**Exercise**
From the first entry to the last, copy everything exactly except the pictures.

-------- Records for this exercise --------

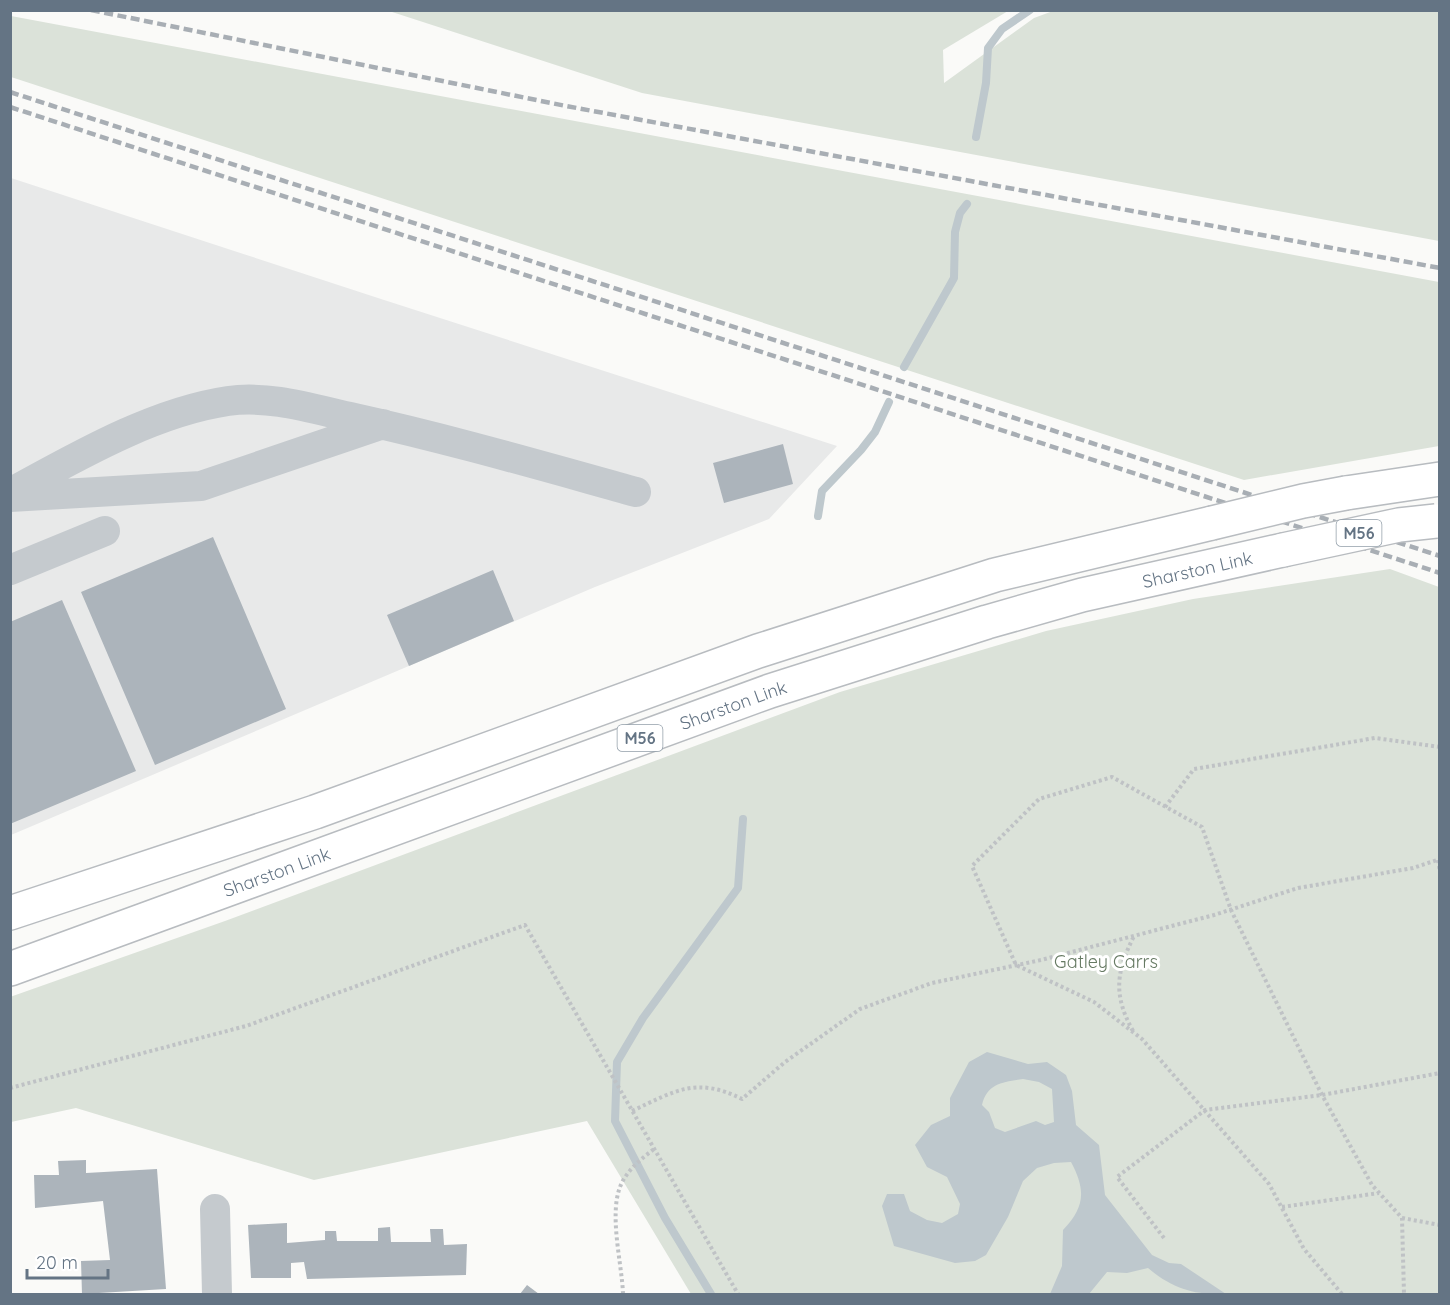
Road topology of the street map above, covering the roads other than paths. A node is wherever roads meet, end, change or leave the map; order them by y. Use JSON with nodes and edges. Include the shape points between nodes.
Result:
{"nodes":[{"id":1,"x":383,"y":424,"type":"junction"},
{"id":2,"x":1440,"y":479,"type":"edge"},
{"id":3,"x":636,"y":492,"type":"dead end"},
{"id":4,"x":10,"y":495,"type":"edge"},
{"id":5,"x":1438,"y":521,"type":"edge"},
{"id":6,"x":105,"y":531,"type":"dead end"},
{"id":7,"x":10,"y":570,"type":"edge"},
{"id":8,"x":10,"y":913,"type":"edge"},
{"id":9,"x":10,"y":969,"type":"edge"},
{"id":10,"x":215,"y":1209,"type":"dead end"},
{"id":11,"x":217,"y":1294,"type":"edge"}],
"edges":[{"from":1,"to":3,"type":"street"},
{"from":1,"to":4,"type":"street","via":[[201,486]]},
{"from":1,"to":4,"type":"street","via":[[281,402],[229,401],[168,417],[68,461]]},
{"from":2,"to":8,"type":"highway","number":"M56","bridge":true,"via":[[1303,501],[995,575],[758,651],[315,812]]},
{"from":5,"to":9,"type":"highway","name":"Sharston Link","number":"M56","bridge":true,"via":[[1399,525],[1283,550],[1071,598],[987,622],[770,691]]},
{"from":6,"to":7,"type":"street"},
{"from":10,"to":11,"type":"street"}]}
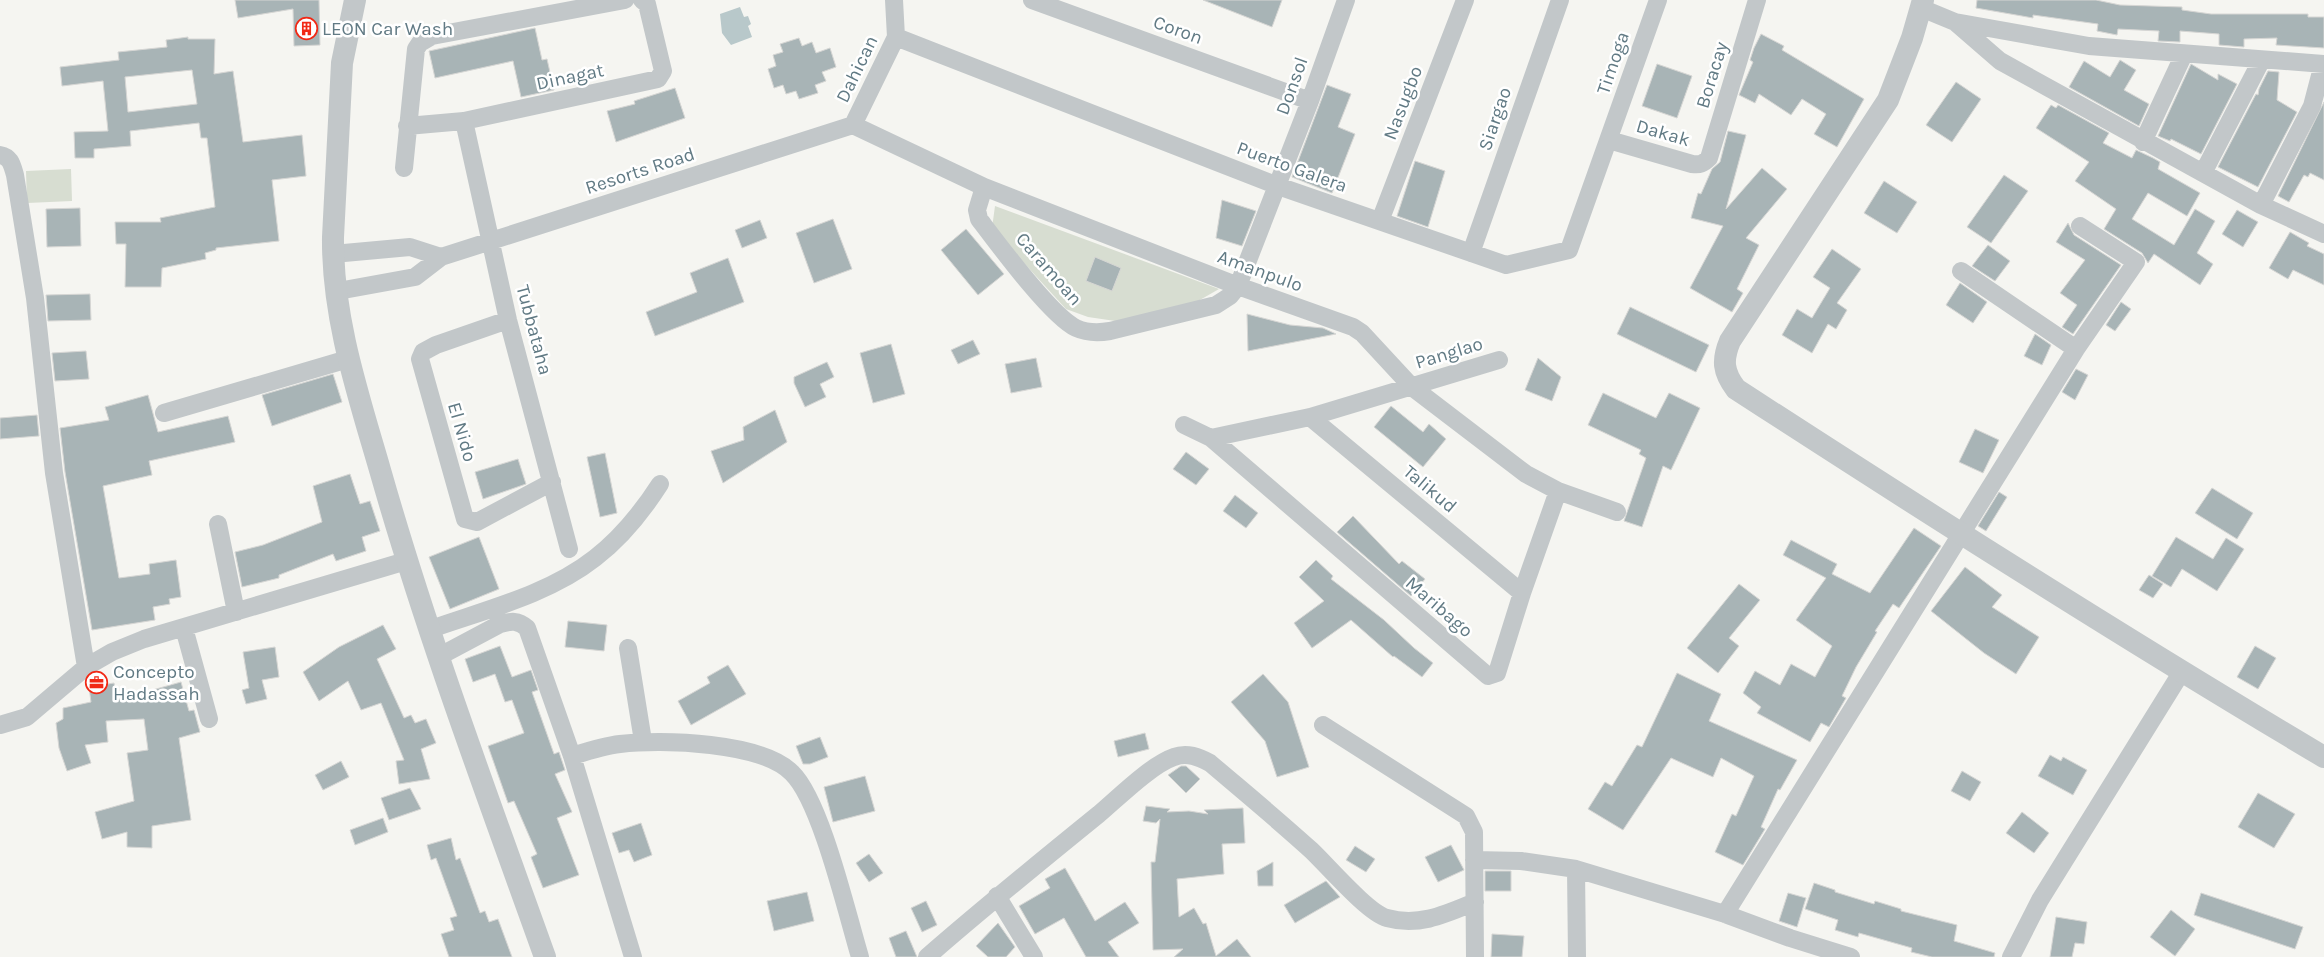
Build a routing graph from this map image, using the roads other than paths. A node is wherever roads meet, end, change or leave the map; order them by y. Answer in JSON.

--------

**Written answer**
Road topology of the street map above, covering the roads other than paths. A node is wherever roads meet, end, change or leave the map; order them by y. Use JSON with nodes and edges. Include the shape points between nodes.
Result:
{"nodes":[{"id":1,"x":383,"y":424,"type":"junction"},
{"id":2,"x":1440,"y":479,"type":"edge"},
{"id":3,"x":636,"y":492,"type":"dead end"},
{"id":4,"x":10,"y":495,"type":"edge"},
{"id":5,"x":1438,"y":521,"type":"edge"},
{"id":6,"x":105,"y":531,"type":"dead end"},
{"id":7,"x":10,"y":570,"type":"edge"},
{"id":8,"x":10,"y":913,"type":"edge"},
{"id":9,"x":10,"y":969,"type":"edge"},
{"id":10,"x":215,"y":1209,"type":"dead end"},
{"id":11,"x":217,"y":1294,"type":"edge"}],
"edges":[{"from":1,"to":3,"type":"street"},
{"from":1,"to":4,"type":"street","via":[[201,486]]},
{"from":1,"to":4,"type":"street","via":[[281,402],[229,401],[168,417],[68,461]]},
{"from":2,"to":8,"type":"highway","number":"M56","bridge":true,"via":[[1303,501],[995,575],[758,651],[315,812]]},
{"from":5,"to":9,"type":"highway","name":"Sharston Link","number":"M56","bridge":true,"via":[[1399,525],[1283,550],[1071,598],[987,622],[770,691]]},
{"from":6,"to":7,"type":"street"},
{"from":10,"to":11,"type":"street"}]}
Build a routing graph from this map image, using the roads other than paths. A node is wherever roads meet, end, change or leave the map; order them by y. Answer in JSON.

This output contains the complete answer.